Neu im Kino – Wenn der eigene Körper fremd wird: Das Mysterium Menopause

Die dänische Filmemacherin beginnt bei sich selbst – sie beobachtet Veränderungen ihres Körpers und ihrer Psyche, die sie ratlos machen. Um zu erfahren, was da passiert, wenn die Hormone sich verändern und verschwinden, macht sich Louise Kjeldsen auf die Suche nach Wissenschaftlerinnen, die dabei sind, das Mysterium Menopause zu entschlüsseln.
Hitzewallungen und Alzheimer: ein Zusammenhang?
Sie trifft etwa Pauline Maki in Chicago, die seit Jahrzehnten über den Zusammenhang von Menopause-Symptomen und späteren Erkrankungen forscht. Im Speziellen interessiert sie, ob häufige und starke Hitzewallungen das Risiko für Alzheimer erhöhen.
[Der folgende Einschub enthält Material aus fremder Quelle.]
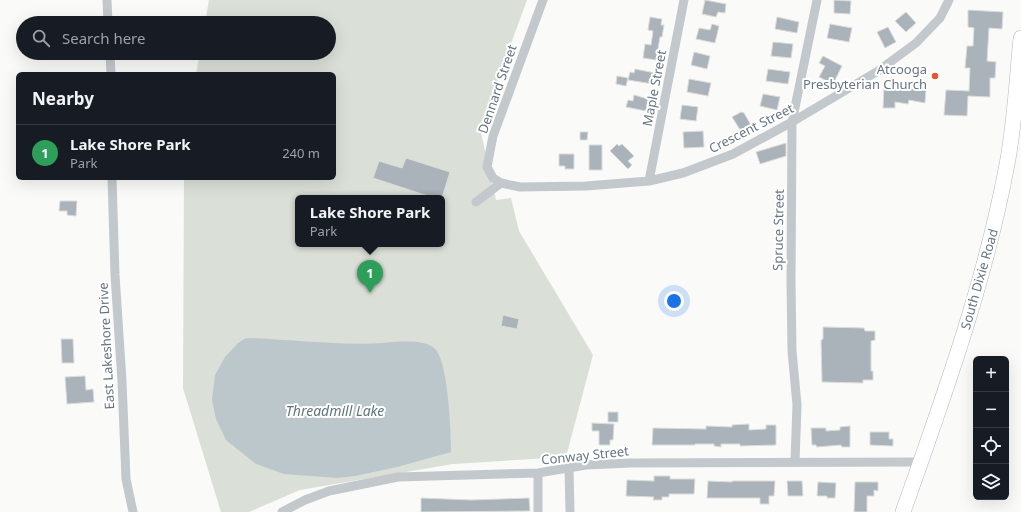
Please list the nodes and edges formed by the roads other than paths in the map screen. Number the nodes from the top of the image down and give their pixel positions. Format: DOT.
graph roads {
  1 [pos="107,0"];
  2 [pos="543,0"];
  3 [pos="684,0"];
  4 [pos="817,0"];
  5 [pos="949,0"];
  6 [pos="108,16"];
  7 [pos="1021,38"];
  8 [pos="110,60"];
  9 [pos="111,72"];
  10 [pos="792,122"];
  11 [pos="112,180"];
  12 [pos="649,181"];
  13 [pos="501,184"];
  14 [pos="476,202"];
  15 [pos="795,462"];
  16 [pos="921,462"];
  17 [pos="569,468"];
  18 [pos="538,473"];
  19 [pos="133,512"];
  20 [pos="282,512"];
  21 [pos="538,512"];
  22 [pos="570,512"];
  23 [pos="903,512"];
  1 -- 6 [label="street"];
  2 -- 13 [label="street, Dennard Street"];
  3 -- 12 [label="street, Maple Street"];
  4 -- 10 [label="street, Spruce Street"];
  5 -- 10 [label="street, Crescent Street"];
  7 -- 16 [label="main road, South Dixie Road"];
  8 -- 9 [label="street"];
  10 -- 12 [label="street, Crescent Street"];
  10 -- 15 [label="street, Spruce Street"];
  11 -- 19 [label="street, East Lakeshore Drive"];
  12 -- 13 [label="street, Crescent Street"];
  13 -- 14 [label="street"];
  15 -- 16 [label="street, Conway Street"];
  15 -- 17 [label="street, Conway Street"];
  16 -- 23 [label="main road, South Dixie Road"];
  17 -- 18 [label="street, Conway Street"];
  17 -- 22 [label="street"];
  18 -- 20 [label="street, Conway Street"];
  18 -- 21 [label="street"];
}
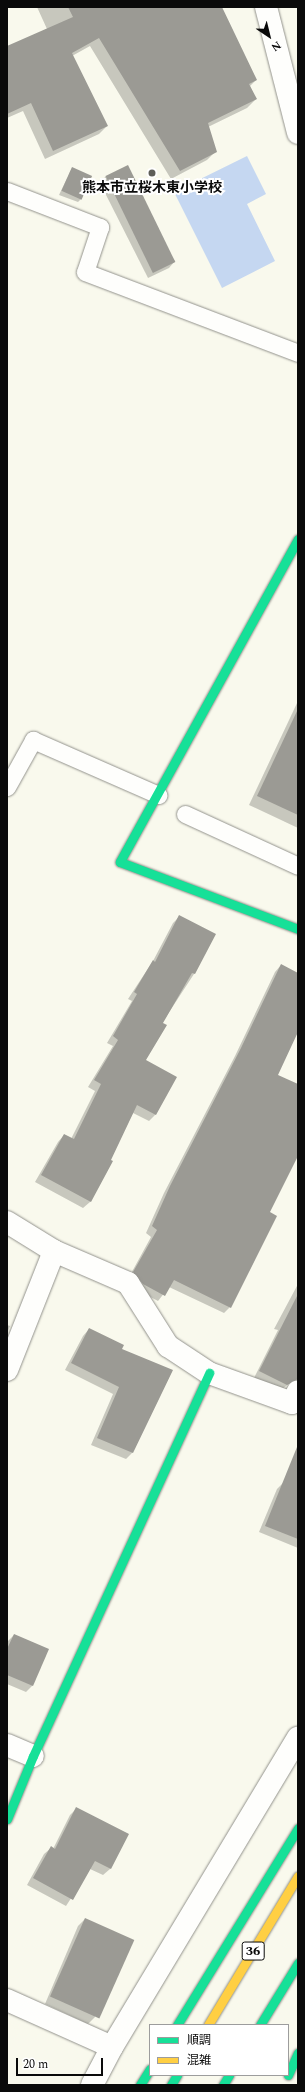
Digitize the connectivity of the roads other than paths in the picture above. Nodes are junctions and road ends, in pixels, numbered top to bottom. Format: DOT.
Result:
graph roads {
  1 [pos="266,7"];
  2 [pos="298,133"];
  3 [pos="7,191"];
  4 [pos="298,353"];
  5 [pos="298,539"];
  6 [pos="7,788"];
  7 [pos="158,795"];
  8 [pos="185,814"];
  9 [pos="298,866"];
  10 [pos="298,929"];
  11 [pos="7,1222"];
  12 [pos="54,1251"];
  13 [pos="7,1370"];
  14 [pos="209,1373"];
  15 [pos="298,1391"];
  16 [pos="298,1738"];
  17 [pos="7,1745"];
  18 [pos="33,1756"];
  19 [pos="7,1819"];
  20 [pos="298,1828"];
  21 [pos="298,1876"];
  22 [pos="298,1963"];
  23 [pos="7,2000"];
  24 [pos="178,2024"];
  25 [pos="209,2024"];
  26 [pos="261,2024"];
  27 [pos="112,2047"];
  28 [pos="298,2053"];
  29 [pos="149,2071"];
  30 [pos="289,2073"];
  31 [pos="176,2076"];
  32 [pos="228,2076"];
  33 [pos="288,2076"];
  34 [pos="92,2085"];
  35 [pos="140,2085"];
  36 [pos="171,2085"];
  37 [pos="223,2085"];
  38 [pos="283,2085"];
  1 -- 2 [label="street"];
  3 -- 4 [label="lane"];
  5 -- 7 [label="main road"];
  6 -- 7 [label="lane"];
  7 -- 10 [label="main road"];
  8 -- 9 [label="lane"];
  11 -- 12 [label="street"];
  12 -- 13 [label="street"];
  12 -- 14 [label="street"];
  14 -- 15 [label="street"];
  14 -- 18 [label="main road"];
  16 -- 27 [label="street"];
  17 -- 18 [label="street"];
  18 -- 19 [label="main road"];
  20 -- 24 [label="main road"];
  21 -- 25 [label="main road, 36"];
  22 -- 26 [label="main road"];
  23 -- 27 [label="street"];
  27 -- 34 [label="street"];
  28 -- 30 [label="main road"];
  29 -- 35 [label="main road"];
  31 -- 36 [label="main road"];
  32 -- 37 [label="main road"];
  33 -- 38 [label="main road"];
}
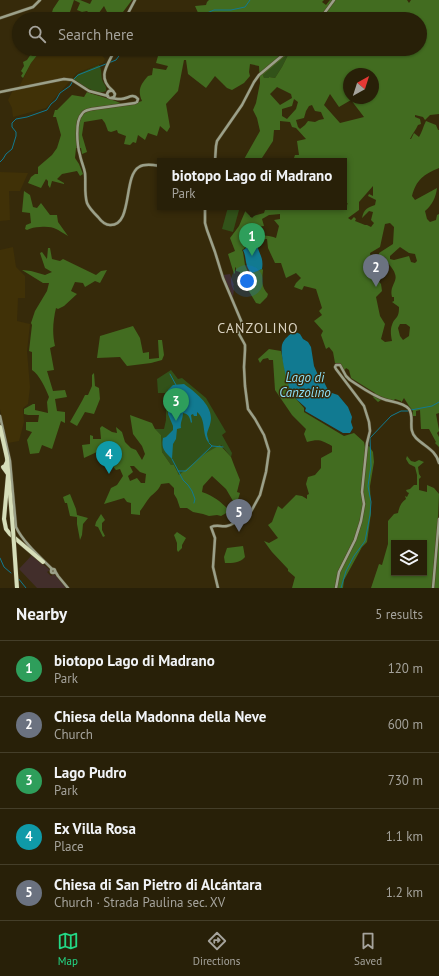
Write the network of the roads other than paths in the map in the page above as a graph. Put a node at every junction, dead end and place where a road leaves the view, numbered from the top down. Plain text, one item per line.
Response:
1 (40, 0) edge
2 (135, 0) edge
3 (334, 0) edge
4 (18, 12) edge
5 (129, 12) edge
6 (325, 12) edge
7 (12, 14) edge
8 (0, 18) edge
9 (111, 56) edge
10 (282, 56) edge
11 (108, 90) junction
12 (0, 92) edge
13 (102, 95) junction
14 (111, 97) junction
15 (215, 158) edge
16 (157, 166) edge
17 (205, 210) edge
18 (0, 416) edge
19 (0, 428) edge
20 (0, 432) edge
21 (439, 463) edge
22 (8, 474) junction
23 (12, 495) junction
24 (439, 519) edge
25 (15, 523) joint
26 (12, 530) junction
27 (30, 549) junction
28 (40, 557) junction
29 (43, 562) junction
30 (53, 571) junction
31 (16, 588) edge
32 (68, 588) edge
33 (218, 588) edge
34 (336, 588) edge
35 (433, 588) edge

1 - 4 main road
2 - 5 main road
3 - 6 main road
7 - 8 main road
9 - 11 main road
10 - 15 main road
11 - 13 main road
11 - 14 main road
11 - 14 main road
12 - 13 main road
13 - 14 main road
14 - 16 main road
17 - 33 main road
18 - 23 main road
19 - 23 highway
20 - 22 highway
21 - 34 main road
22 - 26 highway
22 - 27 highway
23 - 25 highway
23 - 26 highway
24 - 35 main road
25 - 27 main road
26 - 31 highway, bridge
27 - 28 main road
27 - 29 highway
28 - 29 main road
28 - 30 main road
29 - 30 main road
30 - 32 main road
Den forschenden, systemischen Blick der Wissenschaft kontrastiert die Filmemacherin mit den Erzählungen von Frauen. Sie sitzen in einem weissen Raum, auf weissen Stühlen und geben Zeugnis von ihren Leiden während der Wechseljahre.
Plötzlich ist eine andere Frau im Spiegel
Es sind Frauen verschiedener Länder, verschiedener Ethnien. Sie erzählen davon, wie sie sich von einem Tag auf den anderen verändert haben. Wie sie im Spiegel jemand anderen gesehen haben. Wie ihre Mütter nie über die Menopause sprachen, wie sie Angst hatten vor diesen Symptomen, die kein Arzt, keine Ärztin zuordnen konnte.
In kompletter Stille seien Frauen in der Vergangenheit durch die Menopause gegangen, reflektiert die Filmemacherin. Sie wirft einen Blick in die Medizingeschichte, die vor allem von Männern betrieben und geschrieben wurde. Und den Frauenkörper kaum erforschte – und wenn, dann schnell bei der Allerweltsdiagnose «Hysterie» ankam.
Louise Unmack Kjeldsens Film ist flott erzählt und schnell geschnitten. Er wechselt zwischen dem Besuch unterschiedlicher Forschungsprojekte, Blicken in die Medizingeschichte und den subjektiven Berichten der porträtierten Frauen hin und her.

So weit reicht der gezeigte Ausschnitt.